_WORK TO BE COMPLETED:_ In how many lines of the entries below does "leaves" appear? Give only the number.

(Dataset excerpts)
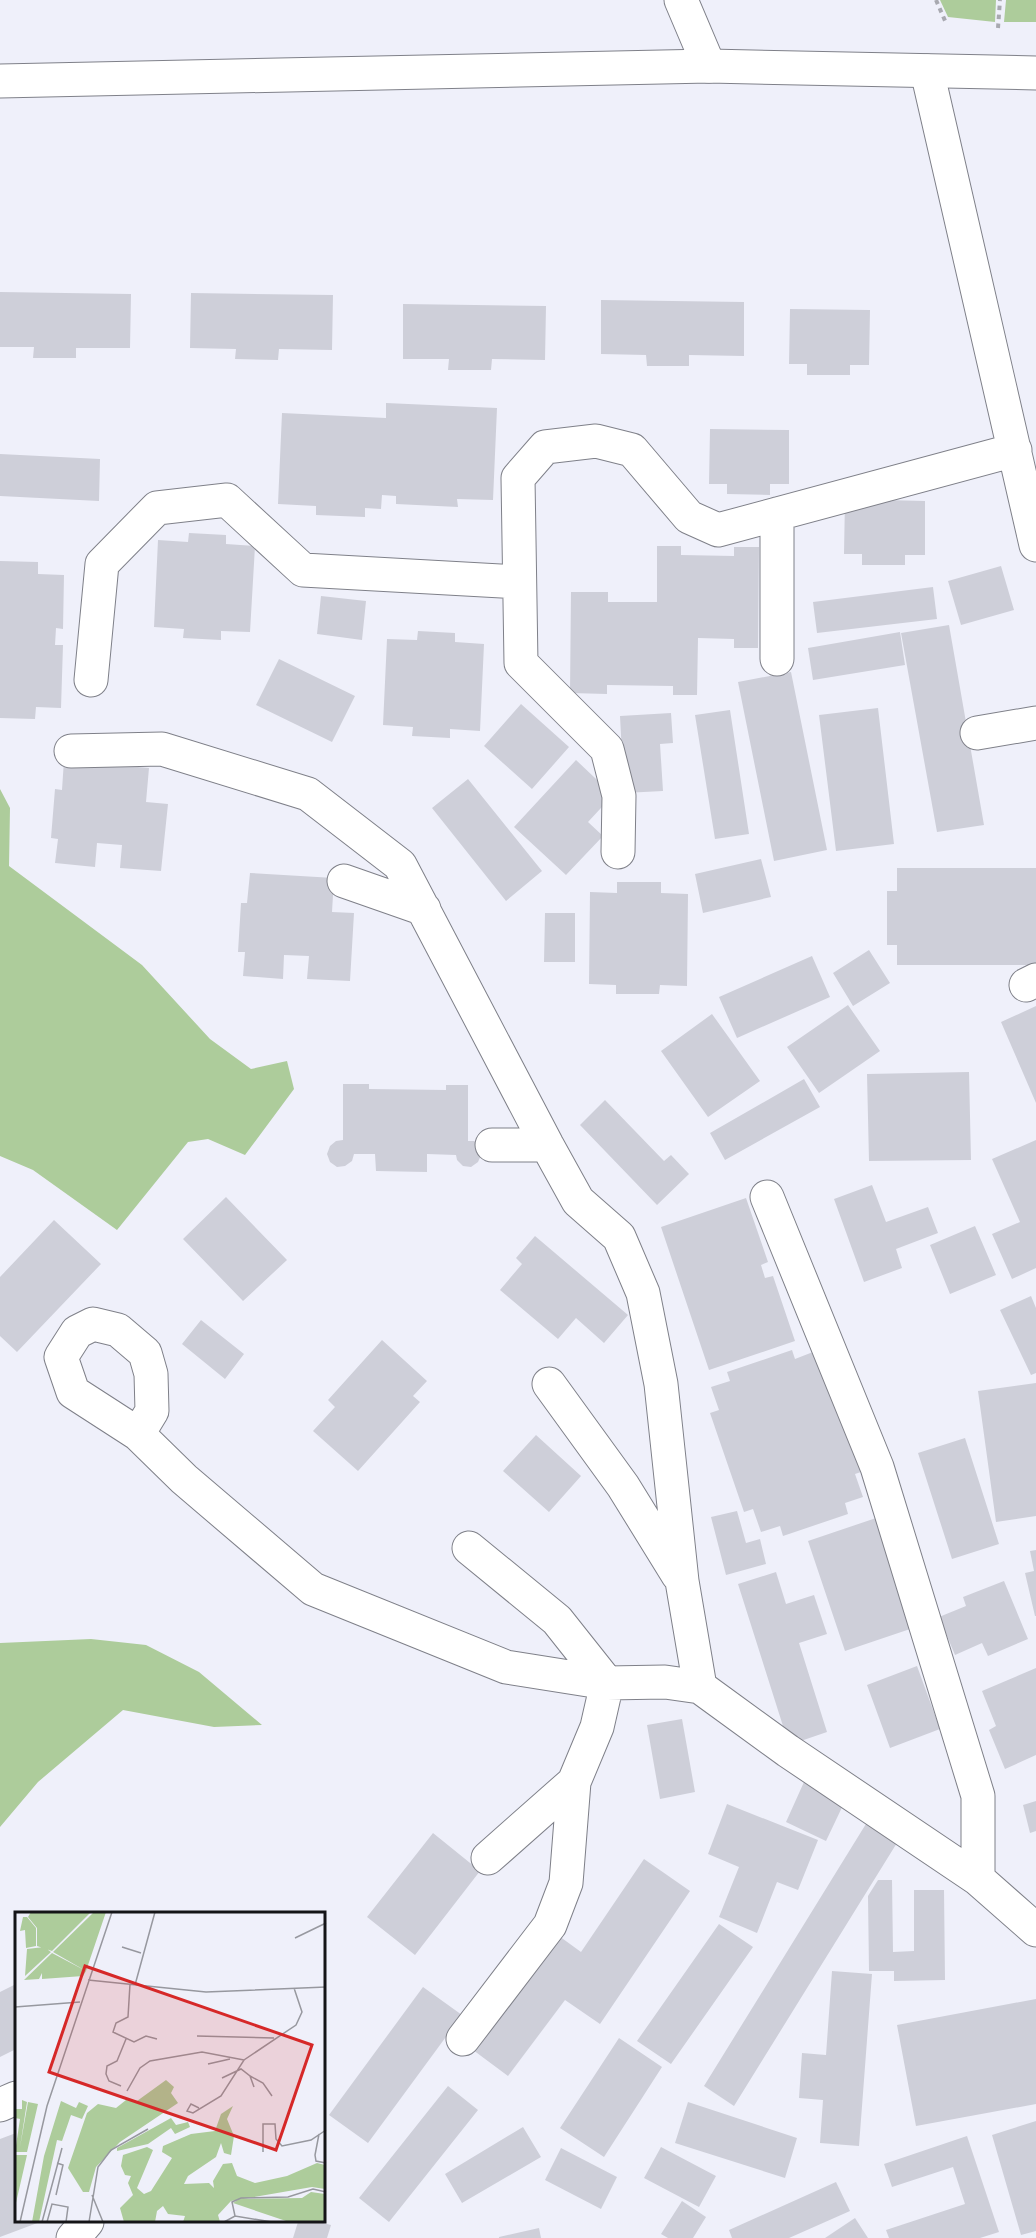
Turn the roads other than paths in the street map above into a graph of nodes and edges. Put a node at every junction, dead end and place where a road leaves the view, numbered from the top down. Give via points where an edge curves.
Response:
1 (681, 0) edge
2 (710, 66) junction
3 (927, 71) junction
4 (1036, 73) edge
5 (0, 81) edge
6 (1015, 450) junction
7 (1031, 496) edge
8 (777, 514) junction
9 (1036, 545) edge
10 (519, 582) junction
11 (777, 659) dead end
12 (91, 680) dead end
13 (1036, 723) edge
14 (977, 733) dead end
15 (71, 751) dead end
16 (618, 852) dead end
17 (344, 881) dead end
18 (424, 909) junction
19 (492, 1145) dead end
20 (547, 1145) junction
21 (767, 1197) dead end
22 (549, 1384) dead end
23 (138, 1434) dead end
24 (469, 1548) dead end
25 (682, 1581) junction
26 (608, 1683) junction
27 (700, 1687) junction
28 (574, 1782) junction
29 (488, 1858) dead end
30 (978, 1879) junction
31 (1036, 1930) edge
32 (463, 2038) dead end
33 (15, 2098) edge
34 (0, 2105) edge
35 (86, 2223) edge
36 (73, 2238) edge

1 - 2 street
2 - 3 street
2 - 5 street
3 - 4 street
3 - 6 street
6 - 7 street
6 - 8 street
7 - 9 street
8 - 10 street via 718,530 688,517 632,450 596,441 545,447 518,478
8 - 11 street
10 - 12 street via 303,570 227,500 158,508 102,564
10 - 16 street via 521,663 607,749 619,796
13 - 14 street
15 - 18 street via 162,749 308,795 400,865
17 - 18 street
18 - 20 street
19 - 20 street
20 - 25 street via 578,1201 619,1237 643,1293 661,1384
21 - 30 street via 877,1467 978,1796
22 - 25 street via 623,1486
23 - 26 street via 184,1479 312,1589 506,1667
24 - 26 street via 557,1620
25 - 27 street
26 - 27 street via 665,1682
26 - 28 street via 597,1727
27 - 30 street
28 - 29 street
28 - 32 street via 566,1883 550,1925
30 - 31 street
33 - 34 street
35 - 36 street

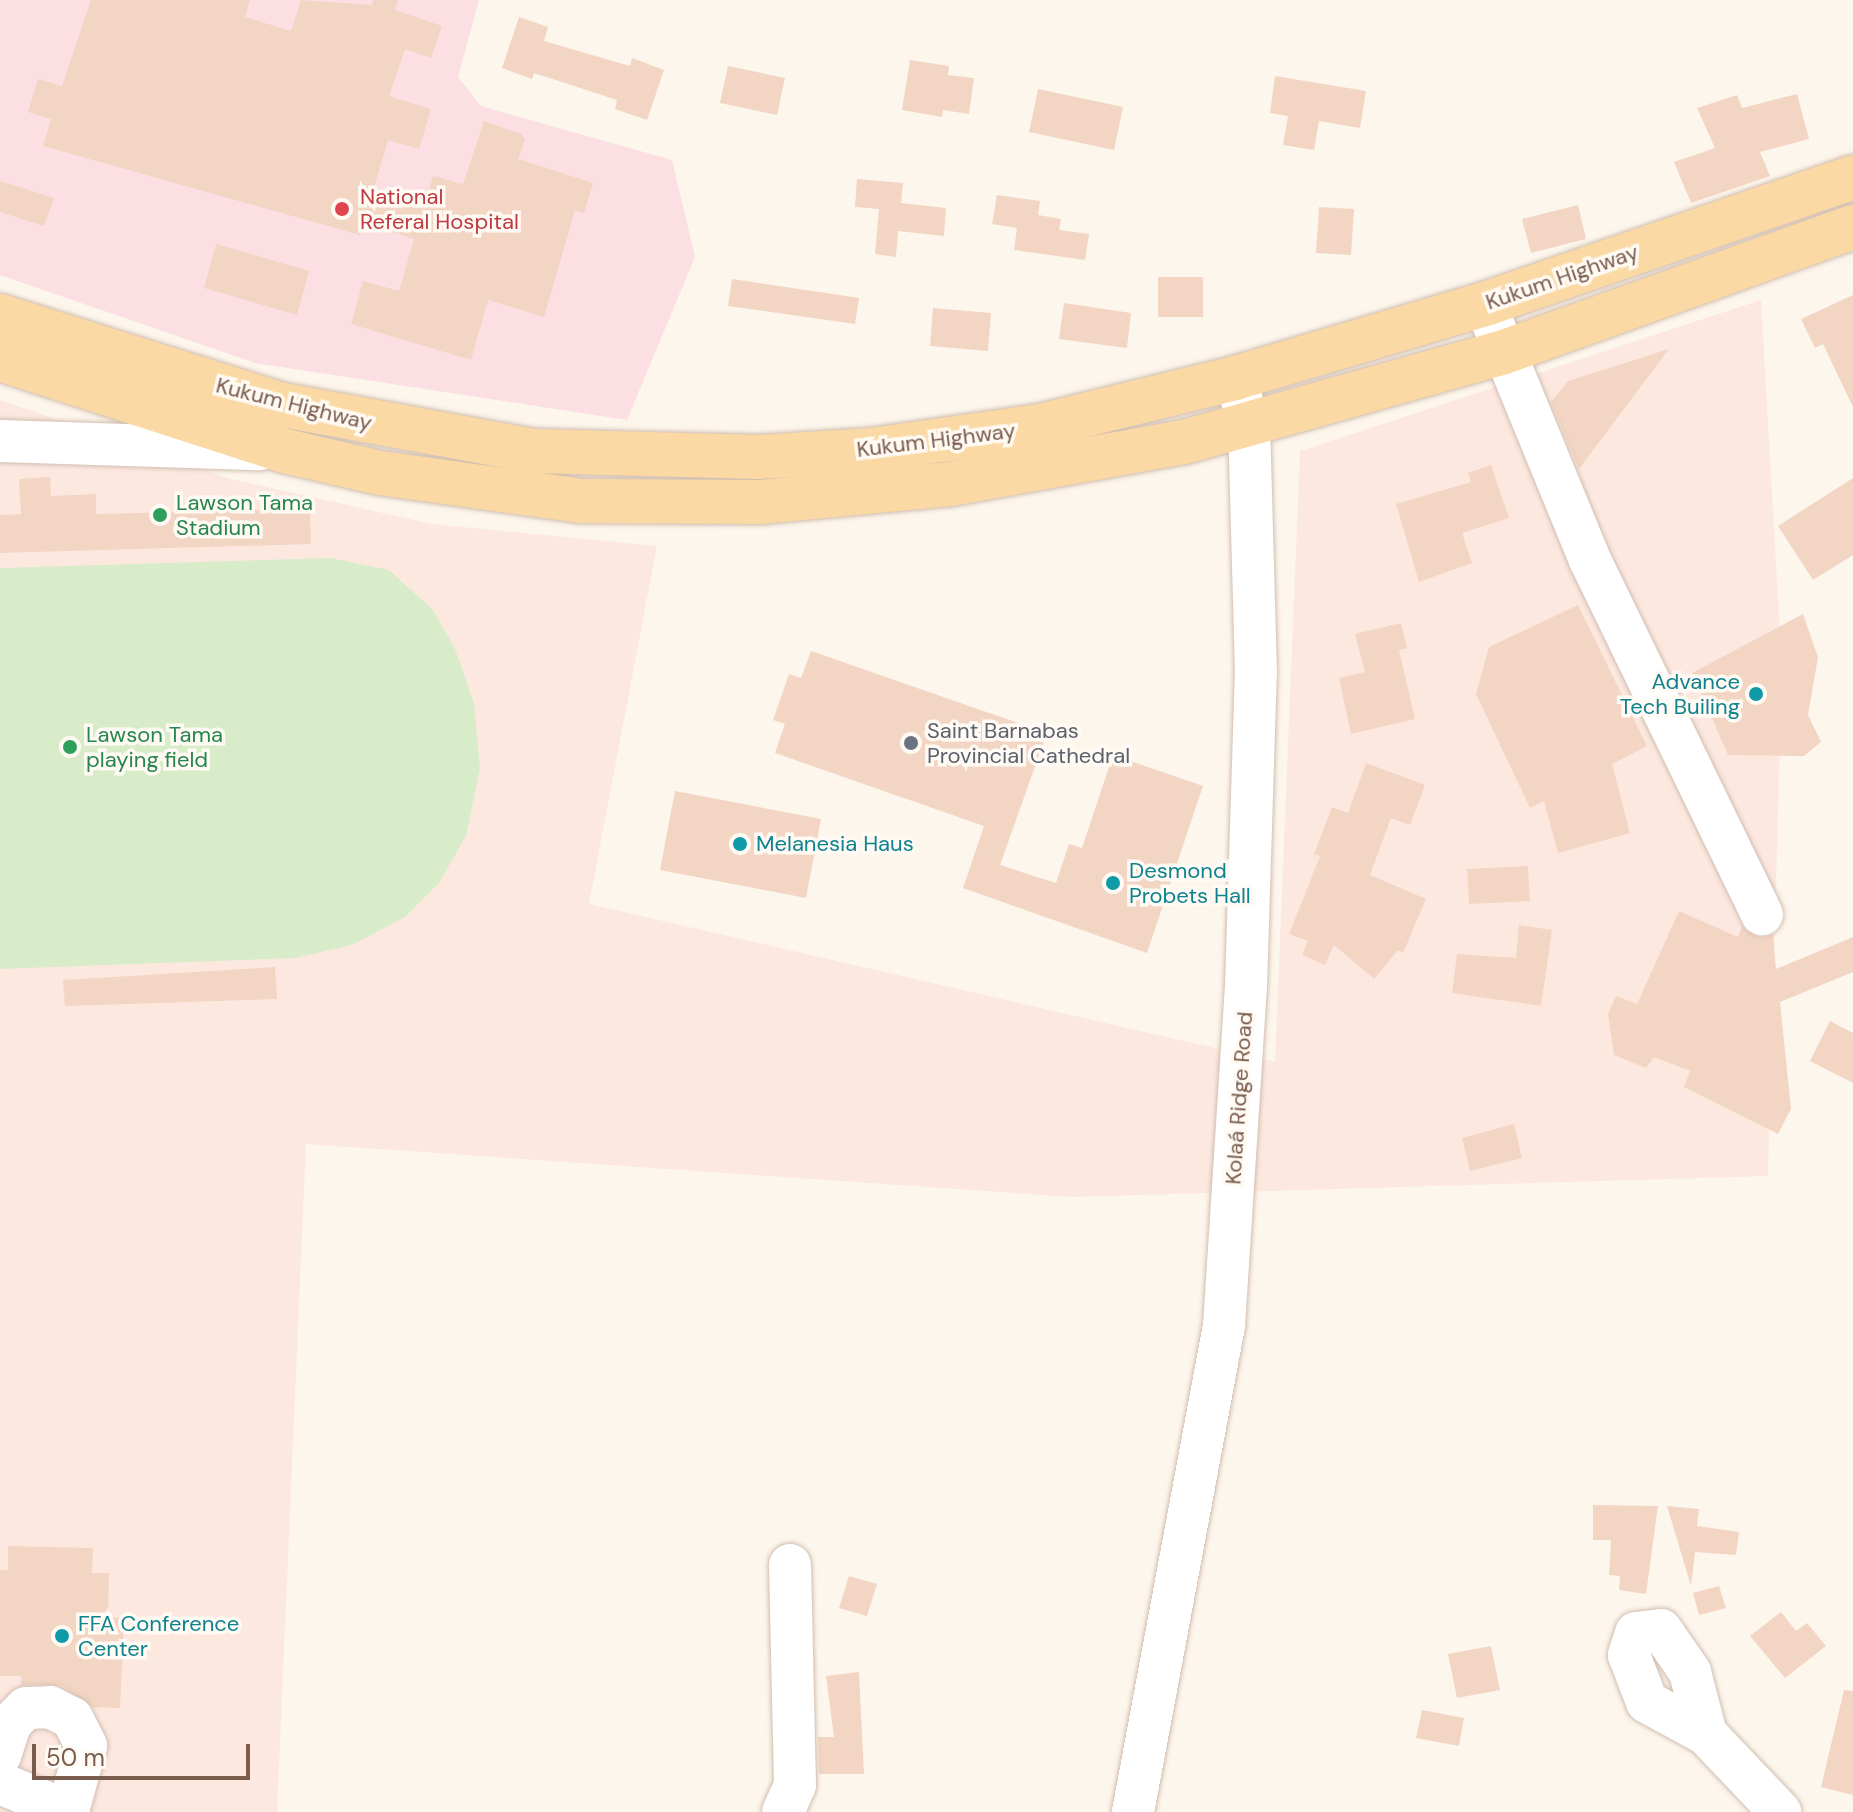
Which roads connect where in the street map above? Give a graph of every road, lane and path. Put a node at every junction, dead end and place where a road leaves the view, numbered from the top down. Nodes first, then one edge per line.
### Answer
1 (1853, 177) edge
2 (1853, 227) edge
3 (1485, 304) junction
4 (0, 316) edge
5 (1501, 353) junction
6 (0, 359) edge
7 (1235, 378) junction
8 (1249, 424) junction
9 (0, 441) edge
10 (281, 450) junction
11 (1762, 914) dead end
12 (790, 1565) dead end
13 (1706, 1734) dead end
14 (0, 1756) edge
15 (0, 1783) edge
16 (69, 1812) edge
17 (783, 1812) edge
18 (1133, 1812) edge
19 (1780, 1812) edge

1 - 3 main road, Kukum Highway
2 - 5 main road, Kukum Highway
3 - 5 street
3 - 7 main road, Kukum Highway
4 - 7 main road, Kukum Highway
5 - 8 main road, Kukum Highway
5 - 11 street
6 - 10 main road, Kukum Highway
7 - 8 street, Kolaá Ridge Road
8 - 10 main road, Kukum Highway
8 - 18 street, Kolaá Ridge Road
9 - 10 street
12 - 17 street
13 - 19 street
14 - 16 street
15 - 16 street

_WRITTEN RESPONSE:_ 2